TASK INPUT ::
_ _ _ _ _ _ _

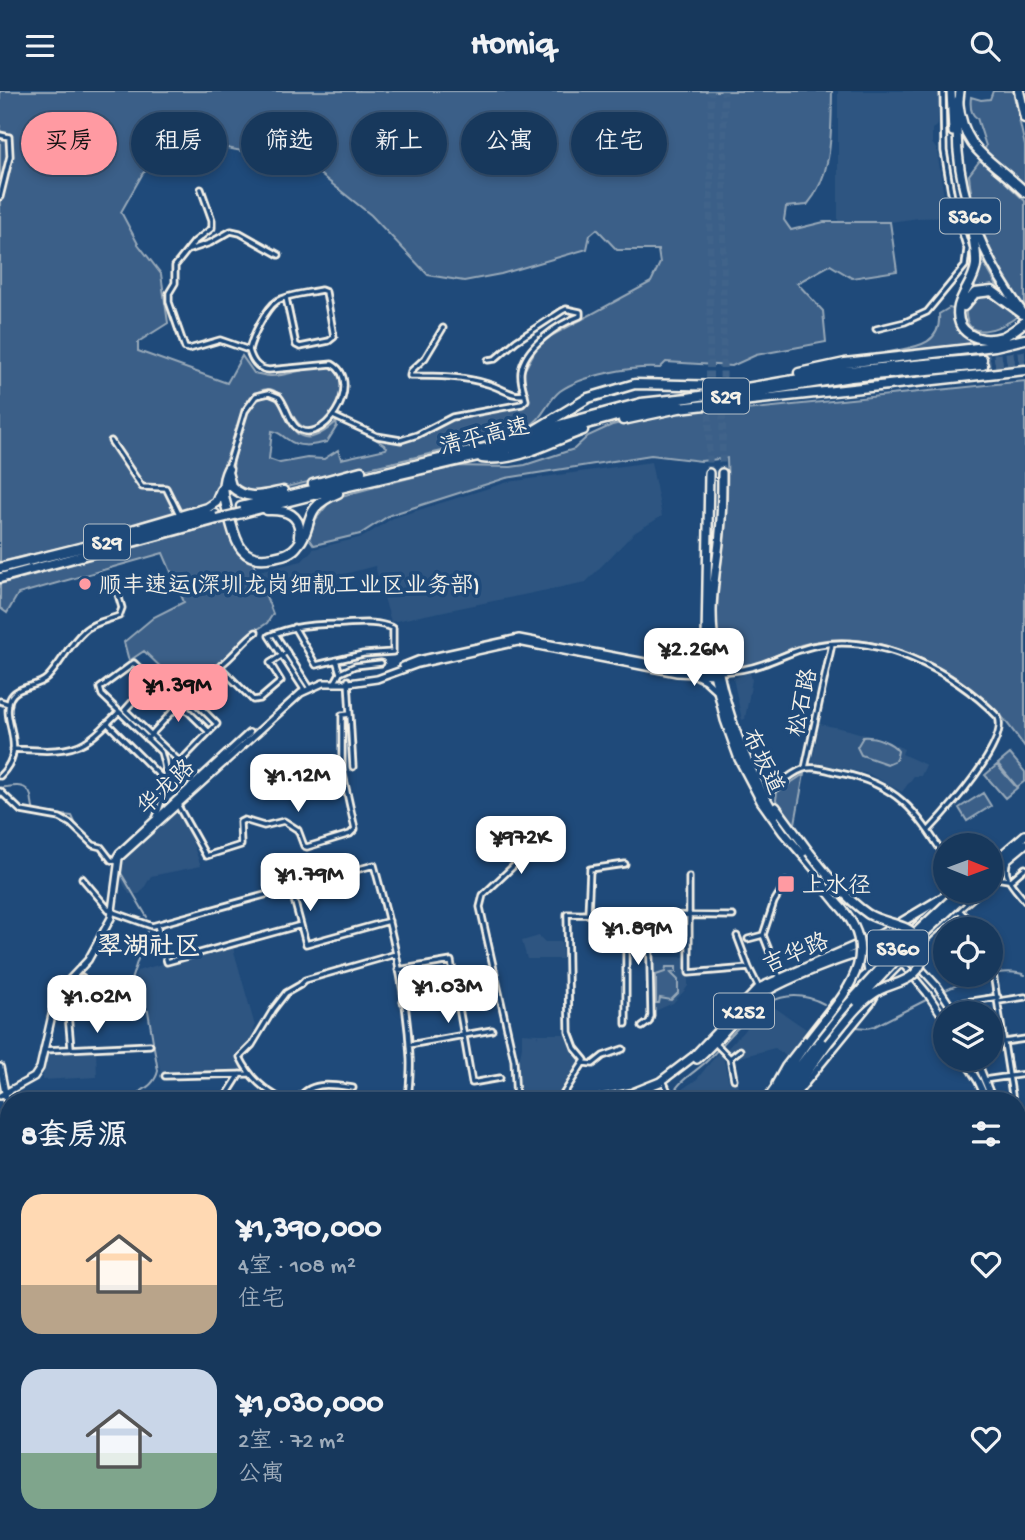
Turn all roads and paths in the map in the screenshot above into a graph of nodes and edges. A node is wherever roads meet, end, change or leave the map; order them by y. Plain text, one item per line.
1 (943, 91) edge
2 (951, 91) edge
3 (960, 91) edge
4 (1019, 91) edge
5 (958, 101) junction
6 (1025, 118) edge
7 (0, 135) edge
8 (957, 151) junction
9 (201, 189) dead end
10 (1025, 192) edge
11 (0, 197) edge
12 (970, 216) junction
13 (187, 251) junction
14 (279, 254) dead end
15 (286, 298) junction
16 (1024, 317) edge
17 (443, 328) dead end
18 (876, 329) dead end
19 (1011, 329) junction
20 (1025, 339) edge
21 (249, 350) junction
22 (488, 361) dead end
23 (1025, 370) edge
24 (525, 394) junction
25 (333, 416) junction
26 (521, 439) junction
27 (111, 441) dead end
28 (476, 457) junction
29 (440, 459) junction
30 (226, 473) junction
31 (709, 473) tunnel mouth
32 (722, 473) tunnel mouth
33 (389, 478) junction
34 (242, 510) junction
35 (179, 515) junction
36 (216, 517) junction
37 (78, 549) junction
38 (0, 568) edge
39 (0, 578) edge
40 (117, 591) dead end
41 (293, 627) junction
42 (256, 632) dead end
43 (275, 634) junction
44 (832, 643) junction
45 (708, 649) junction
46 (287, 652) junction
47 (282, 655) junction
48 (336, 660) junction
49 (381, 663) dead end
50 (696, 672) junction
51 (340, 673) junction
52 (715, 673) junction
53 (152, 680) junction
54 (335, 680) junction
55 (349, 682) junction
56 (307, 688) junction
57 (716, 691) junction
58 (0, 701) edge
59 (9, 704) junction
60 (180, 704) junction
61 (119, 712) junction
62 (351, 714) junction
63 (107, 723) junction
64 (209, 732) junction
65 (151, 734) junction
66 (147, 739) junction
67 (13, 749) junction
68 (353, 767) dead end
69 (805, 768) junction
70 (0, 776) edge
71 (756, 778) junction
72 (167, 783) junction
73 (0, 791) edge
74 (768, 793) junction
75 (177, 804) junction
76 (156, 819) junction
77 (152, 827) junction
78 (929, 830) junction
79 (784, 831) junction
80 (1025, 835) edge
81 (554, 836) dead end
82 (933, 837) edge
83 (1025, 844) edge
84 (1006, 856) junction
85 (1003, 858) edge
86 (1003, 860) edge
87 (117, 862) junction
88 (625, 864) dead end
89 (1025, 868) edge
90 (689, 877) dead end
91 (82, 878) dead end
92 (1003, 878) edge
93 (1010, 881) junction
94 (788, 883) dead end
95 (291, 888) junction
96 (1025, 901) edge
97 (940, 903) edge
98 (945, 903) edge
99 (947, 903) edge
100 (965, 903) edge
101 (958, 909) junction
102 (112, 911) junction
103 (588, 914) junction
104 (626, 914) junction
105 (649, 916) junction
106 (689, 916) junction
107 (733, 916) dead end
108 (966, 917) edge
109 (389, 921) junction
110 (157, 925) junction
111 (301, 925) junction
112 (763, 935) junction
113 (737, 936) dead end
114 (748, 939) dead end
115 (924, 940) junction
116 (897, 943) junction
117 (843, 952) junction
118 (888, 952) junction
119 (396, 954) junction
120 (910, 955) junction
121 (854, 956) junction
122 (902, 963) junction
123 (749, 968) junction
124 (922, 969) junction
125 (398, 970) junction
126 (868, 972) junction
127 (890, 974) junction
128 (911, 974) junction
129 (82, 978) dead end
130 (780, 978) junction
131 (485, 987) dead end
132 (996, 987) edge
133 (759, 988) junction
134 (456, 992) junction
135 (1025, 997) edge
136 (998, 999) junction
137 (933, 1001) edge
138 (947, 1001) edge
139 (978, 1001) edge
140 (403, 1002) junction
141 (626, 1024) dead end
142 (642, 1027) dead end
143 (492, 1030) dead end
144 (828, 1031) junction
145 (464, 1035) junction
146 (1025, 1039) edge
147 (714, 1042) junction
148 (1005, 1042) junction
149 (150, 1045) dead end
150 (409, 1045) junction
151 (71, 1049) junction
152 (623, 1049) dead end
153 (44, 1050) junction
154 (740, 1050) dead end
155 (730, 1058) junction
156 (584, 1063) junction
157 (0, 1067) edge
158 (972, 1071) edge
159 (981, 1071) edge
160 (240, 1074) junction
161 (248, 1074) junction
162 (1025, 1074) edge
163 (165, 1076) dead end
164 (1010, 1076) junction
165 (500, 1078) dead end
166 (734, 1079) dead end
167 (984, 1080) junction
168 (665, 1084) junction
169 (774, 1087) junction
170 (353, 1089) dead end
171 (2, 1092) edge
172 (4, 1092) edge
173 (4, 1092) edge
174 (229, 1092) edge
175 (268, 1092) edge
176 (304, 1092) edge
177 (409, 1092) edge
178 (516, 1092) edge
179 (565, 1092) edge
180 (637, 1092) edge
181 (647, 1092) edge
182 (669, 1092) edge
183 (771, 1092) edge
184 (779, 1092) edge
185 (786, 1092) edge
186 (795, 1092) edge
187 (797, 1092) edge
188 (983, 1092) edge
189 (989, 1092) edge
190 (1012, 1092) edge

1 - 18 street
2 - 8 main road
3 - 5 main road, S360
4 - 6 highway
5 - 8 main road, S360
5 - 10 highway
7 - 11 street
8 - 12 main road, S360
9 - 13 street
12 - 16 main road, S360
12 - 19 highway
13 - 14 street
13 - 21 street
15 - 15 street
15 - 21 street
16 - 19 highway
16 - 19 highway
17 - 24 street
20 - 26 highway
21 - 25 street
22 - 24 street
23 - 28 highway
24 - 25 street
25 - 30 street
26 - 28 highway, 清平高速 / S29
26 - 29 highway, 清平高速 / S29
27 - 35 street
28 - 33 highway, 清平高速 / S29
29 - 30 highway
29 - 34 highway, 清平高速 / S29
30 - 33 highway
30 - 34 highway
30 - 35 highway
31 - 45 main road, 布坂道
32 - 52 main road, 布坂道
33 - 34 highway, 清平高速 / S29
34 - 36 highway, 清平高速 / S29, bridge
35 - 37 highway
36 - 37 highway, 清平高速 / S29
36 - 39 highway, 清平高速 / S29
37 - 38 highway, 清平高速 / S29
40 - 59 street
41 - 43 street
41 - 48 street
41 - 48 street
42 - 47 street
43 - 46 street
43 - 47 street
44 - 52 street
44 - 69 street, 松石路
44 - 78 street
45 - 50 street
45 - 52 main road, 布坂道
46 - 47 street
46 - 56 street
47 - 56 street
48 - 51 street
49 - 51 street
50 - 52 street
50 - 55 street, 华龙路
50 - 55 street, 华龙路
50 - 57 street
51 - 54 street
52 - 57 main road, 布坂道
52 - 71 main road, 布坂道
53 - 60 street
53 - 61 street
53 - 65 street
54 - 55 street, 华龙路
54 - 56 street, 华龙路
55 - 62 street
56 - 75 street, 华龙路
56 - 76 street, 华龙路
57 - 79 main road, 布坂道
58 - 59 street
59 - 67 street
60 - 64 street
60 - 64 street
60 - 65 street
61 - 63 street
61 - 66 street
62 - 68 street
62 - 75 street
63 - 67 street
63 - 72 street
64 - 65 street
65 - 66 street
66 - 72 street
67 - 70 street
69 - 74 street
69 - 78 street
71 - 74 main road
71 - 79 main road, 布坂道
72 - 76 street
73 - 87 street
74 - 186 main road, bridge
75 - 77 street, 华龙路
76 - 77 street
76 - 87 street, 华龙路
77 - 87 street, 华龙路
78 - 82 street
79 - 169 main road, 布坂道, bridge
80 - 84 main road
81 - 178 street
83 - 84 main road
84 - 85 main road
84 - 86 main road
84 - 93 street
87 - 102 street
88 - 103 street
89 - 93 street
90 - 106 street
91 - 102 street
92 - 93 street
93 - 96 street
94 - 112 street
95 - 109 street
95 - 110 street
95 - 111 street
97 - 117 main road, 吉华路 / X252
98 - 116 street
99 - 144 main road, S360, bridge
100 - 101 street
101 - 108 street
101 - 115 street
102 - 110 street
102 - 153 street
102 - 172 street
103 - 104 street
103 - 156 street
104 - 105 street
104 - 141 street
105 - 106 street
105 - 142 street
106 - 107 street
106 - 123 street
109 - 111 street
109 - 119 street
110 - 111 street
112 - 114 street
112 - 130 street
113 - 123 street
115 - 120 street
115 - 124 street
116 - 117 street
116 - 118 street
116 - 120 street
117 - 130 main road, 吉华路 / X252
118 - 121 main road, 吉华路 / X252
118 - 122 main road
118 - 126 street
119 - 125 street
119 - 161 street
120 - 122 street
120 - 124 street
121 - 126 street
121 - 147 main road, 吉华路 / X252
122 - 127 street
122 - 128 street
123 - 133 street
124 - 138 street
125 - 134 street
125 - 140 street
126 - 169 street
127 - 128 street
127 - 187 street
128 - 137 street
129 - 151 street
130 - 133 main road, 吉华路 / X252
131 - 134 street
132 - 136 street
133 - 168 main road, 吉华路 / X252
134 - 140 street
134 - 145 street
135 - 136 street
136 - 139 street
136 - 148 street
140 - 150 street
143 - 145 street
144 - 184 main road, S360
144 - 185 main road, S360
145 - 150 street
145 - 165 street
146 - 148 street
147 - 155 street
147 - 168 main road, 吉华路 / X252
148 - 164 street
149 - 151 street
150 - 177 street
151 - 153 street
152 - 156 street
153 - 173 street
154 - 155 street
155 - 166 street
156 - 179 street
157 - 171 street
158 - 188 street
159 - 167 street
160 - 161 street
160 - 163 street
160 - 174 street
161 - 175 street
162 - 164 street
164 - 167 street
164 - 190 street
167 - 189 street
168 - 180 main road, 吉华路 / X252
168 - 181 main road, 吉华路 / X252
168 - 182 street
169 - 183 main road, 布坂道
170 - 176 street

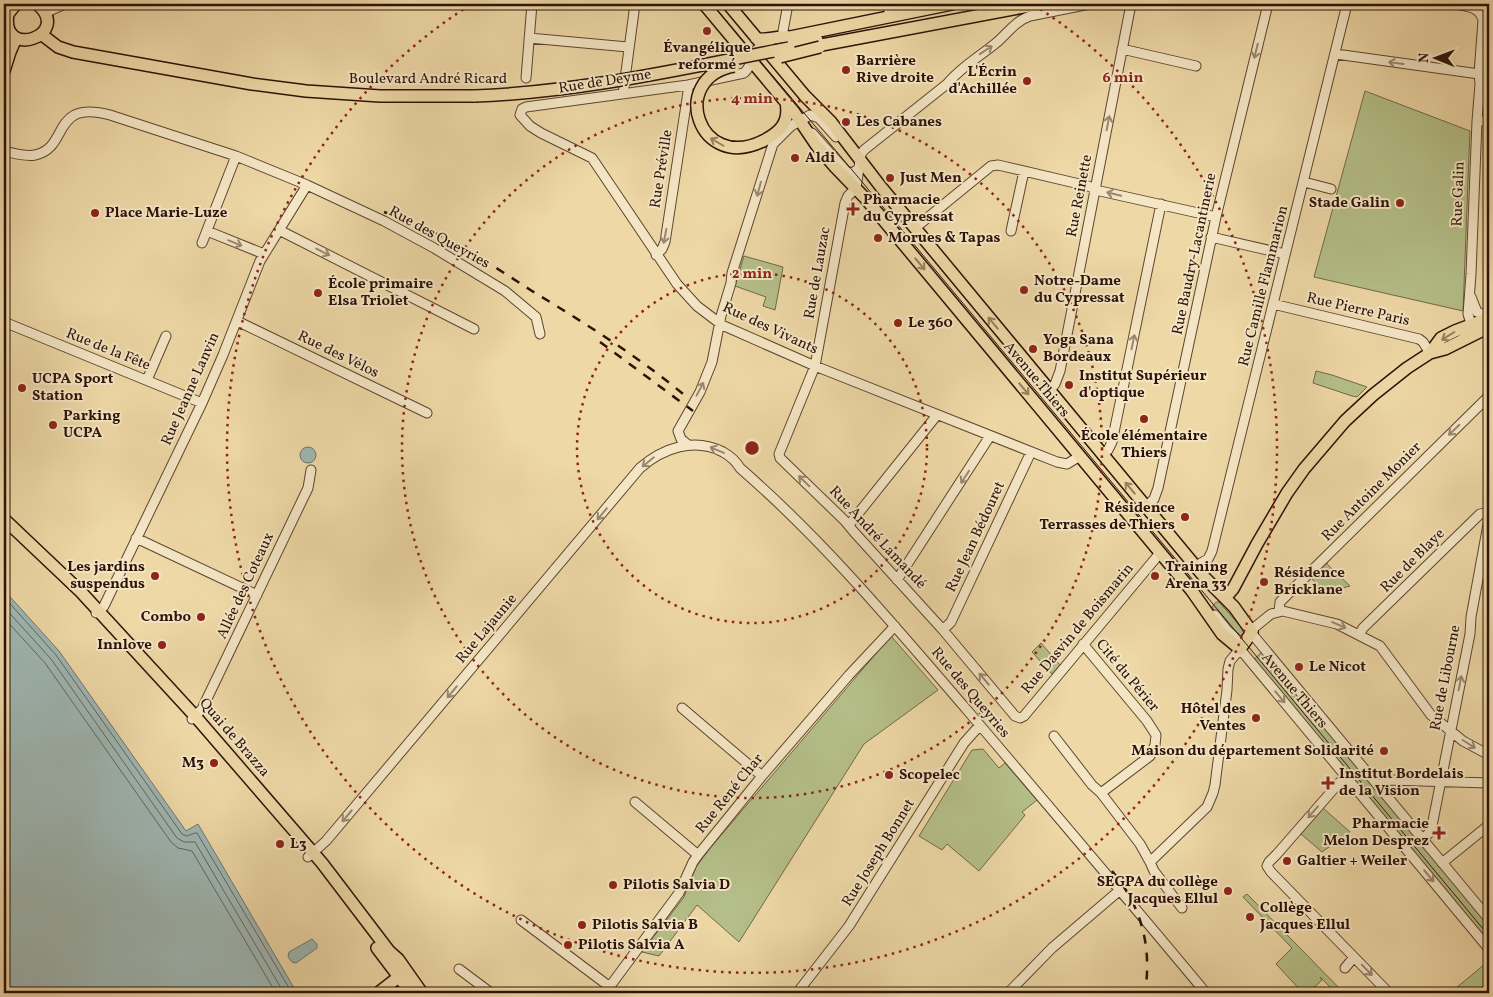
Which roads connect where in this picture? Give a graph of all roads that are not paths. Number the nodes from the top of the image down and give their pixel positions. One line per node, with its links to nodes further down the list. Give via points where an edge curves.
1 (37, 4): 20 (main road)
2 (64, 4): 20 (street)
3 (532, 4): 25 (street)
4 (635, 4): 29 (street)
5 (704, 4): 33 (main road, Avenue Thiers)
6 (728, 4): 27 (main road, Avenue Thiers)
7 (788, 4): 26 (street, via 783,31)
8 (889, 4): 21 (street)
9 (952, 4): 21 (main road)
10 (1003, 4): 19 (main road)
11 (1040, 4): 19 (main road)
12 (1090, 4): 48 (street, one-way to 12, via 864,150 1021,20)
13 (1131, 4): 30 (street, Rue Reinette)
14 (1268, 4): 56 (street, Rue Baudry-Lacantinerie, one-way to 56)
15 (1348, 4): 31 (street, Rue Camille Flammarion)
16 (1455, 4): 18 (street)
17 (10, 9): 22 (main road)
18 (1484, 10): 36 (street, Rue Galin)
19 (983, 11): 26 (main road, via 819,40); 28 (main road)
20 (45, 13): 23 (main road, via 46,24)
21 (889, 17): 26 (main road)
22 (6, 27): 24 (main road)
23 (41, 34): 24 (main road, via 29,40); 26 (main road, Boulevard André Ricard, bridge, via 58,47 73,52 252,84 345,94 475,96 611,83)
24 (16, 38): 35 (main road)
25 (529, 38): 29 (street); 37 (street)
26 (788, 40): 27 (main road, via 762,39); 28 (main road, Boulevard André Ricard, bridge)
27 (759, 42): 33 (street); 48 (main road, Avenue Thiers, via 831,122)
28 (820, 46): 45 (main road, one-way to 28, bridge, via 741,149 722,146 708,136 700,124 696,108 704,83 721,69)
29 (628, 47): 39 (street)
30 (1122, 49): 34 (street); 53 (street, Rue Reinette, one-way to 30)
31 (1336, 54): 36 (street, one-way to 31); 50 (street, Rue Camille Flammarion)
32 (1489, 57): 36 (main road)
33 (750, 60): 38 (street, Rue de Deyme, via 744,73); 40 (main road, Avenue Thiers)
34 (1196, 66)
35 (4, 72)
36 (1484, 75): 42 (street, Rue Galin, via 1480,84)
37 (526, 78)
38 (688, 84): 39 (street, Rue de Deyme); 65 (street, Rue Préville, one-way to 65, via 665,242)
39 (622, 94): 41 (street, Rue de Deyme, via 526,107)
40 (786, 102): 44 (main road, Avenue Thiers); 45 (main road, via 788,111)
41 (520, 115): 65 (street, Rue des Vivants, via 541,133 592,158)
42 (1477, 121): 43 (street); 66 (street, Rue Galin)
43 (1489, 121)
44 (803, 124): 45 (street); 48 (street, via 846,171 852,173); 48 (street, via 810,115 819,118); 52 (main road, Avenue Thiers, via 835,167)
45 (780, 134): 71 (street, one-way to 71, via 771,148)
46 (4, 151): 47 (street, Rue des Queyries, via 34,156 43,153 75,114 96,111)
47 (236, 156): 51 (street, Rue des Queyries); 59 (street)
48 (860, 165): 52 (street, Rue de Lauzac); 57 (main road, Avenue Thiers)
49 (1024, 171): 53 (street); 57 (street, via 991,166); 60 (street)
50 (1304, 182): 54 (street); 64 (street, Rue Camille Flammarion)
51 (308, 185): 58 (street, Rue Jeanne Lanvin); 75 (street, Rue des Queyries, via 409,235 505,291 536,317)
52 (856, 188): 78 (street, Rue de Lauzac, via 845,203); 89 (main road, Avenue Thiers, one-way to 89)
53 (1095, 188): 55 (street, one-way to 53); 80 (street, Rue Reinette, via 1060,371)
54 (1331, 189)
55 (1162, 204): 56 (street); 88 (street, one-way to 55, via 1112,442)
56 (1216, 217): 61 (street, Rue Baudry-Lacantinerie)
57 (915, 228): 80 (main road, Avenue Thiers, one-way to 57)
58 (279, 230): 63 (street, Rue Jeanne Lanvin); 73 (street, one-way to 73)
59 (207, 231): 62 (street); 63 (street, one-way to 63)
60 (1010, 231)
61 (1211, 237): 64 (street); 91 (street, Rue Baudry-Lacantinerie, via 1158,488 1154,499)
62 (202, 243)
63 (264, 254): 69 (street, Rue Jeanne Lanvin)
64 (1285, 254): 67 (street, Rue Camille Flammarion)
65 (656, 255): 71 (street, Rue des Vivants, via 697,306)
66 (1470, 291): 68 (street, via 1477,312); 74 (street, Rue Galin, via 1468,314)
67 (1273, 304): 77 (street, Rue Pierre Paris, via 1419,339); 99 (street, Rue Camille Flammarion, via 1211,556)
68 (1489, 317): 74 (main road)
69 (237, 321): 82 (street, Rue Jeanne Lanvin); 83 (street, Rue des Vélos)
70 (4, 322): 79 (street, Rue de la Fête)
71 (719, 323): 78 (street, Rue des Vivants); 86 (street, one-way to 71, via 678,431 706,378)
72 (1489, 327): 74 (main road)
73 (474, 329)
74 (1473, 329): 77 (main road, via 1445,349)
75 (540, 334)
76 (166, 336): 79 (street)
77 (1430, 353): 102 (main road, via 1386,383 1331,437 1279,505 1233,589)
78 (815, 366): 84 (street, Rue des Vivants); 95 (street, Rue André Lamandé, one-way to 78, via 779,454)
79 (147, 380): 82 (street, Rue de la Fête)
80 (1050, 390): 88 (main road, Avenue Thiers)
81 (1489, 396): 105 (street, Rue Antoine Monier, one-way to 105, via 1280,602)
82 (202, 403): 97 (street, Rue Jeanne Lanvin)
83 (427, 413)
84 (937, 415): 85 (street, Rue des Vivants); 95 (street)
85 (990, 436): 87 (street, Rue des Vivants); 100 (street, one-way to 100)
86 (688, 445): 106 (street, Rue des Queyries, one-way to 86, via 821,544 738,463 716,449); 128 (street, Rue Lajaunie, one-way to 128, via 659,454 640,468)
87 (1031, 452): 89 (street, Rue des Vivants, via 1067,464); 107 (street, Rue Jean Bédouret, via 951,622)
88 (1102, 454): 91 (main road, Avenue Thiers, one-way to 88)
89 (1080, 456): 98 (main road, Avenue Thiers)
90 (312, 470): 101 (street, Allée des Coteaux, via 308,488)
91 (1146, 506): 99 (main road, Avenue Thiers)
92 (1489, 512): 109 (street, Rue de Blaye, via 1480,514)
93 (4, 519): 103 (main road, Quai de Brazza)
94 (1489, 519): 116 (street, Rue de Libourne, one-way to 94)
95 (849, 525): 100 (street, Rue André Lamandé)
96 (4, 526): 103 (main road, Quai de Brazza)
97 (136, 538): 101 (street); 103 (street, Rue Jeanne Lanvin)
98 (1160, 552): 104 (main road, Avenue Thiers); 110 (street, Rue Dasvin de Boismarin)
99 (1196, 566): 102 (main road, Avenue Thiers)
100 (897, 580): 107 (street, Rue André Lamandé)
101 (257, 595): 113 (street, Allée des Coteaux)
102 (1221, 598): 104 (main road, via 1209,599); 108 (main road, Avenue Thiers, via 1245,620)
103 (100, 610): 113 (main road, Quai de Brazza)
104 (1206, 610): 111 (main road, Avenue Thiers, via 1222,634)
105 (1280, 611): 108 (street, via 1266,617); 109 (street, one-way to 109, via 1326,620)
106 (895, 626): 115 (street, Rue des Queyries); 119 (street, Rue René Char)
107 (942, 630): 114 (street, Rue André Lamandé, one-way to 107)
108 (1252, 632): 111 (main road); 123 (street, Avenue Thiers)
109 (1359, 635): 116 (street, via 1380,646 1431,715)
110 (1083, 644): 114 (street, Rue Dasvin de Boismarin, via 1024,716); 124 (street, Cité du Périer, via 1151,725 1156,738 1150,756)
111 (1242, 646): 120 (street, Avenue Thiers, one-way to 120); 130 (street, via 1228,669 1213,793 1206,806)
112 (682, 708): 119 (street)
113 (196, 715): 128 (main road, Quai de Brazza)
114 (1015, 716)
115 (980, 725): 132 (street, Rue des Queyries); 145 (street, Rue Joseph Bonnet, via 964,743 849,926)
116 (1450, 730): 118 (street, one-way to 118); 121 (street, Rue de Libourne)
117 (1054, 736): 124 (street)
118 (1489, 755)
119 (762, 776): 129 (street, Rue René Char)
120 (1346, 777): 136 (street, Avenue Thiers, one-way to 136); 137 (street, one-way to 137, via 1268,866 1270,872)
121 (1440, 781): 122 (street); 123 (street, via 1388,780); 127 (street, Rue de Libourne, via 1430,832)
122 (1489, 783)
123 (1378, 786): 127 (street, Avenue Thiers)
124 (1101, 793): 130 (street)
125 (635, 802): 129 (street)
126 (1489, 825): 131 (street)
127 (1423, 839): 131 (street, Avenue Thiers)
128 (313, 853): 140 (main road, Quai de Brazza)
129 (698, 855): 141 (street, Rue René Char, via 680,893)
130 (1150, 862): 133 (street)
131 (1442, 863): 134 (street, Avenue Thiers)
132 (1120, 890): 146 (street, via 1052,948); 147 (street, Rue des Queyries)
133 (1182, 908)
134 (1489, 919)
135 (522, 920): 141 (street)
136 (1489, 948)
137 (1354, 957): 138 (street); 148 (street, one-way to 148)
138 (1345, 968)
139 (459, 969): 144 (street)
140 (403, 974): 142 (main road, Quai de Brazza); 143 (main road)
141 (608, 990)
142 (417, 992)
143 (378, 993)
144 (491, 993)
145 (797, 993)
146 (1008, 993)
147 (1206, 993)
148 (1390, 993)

_ _ _ _ _ _ _

For each line of the entries that includes "Boismarin", show that line.

EXERCISE RESPONSE ::
98 (1160, 552): 104 (main road, Avenue Thiers); 110 (street, Rue Dasvin de Boismarin)
110 (1083, 644): 114 (street, Rue Dasvin de Boismarin, via 1024,716); 124 (street, Cité du Périer, via 1151,725 1156,738 1150,756)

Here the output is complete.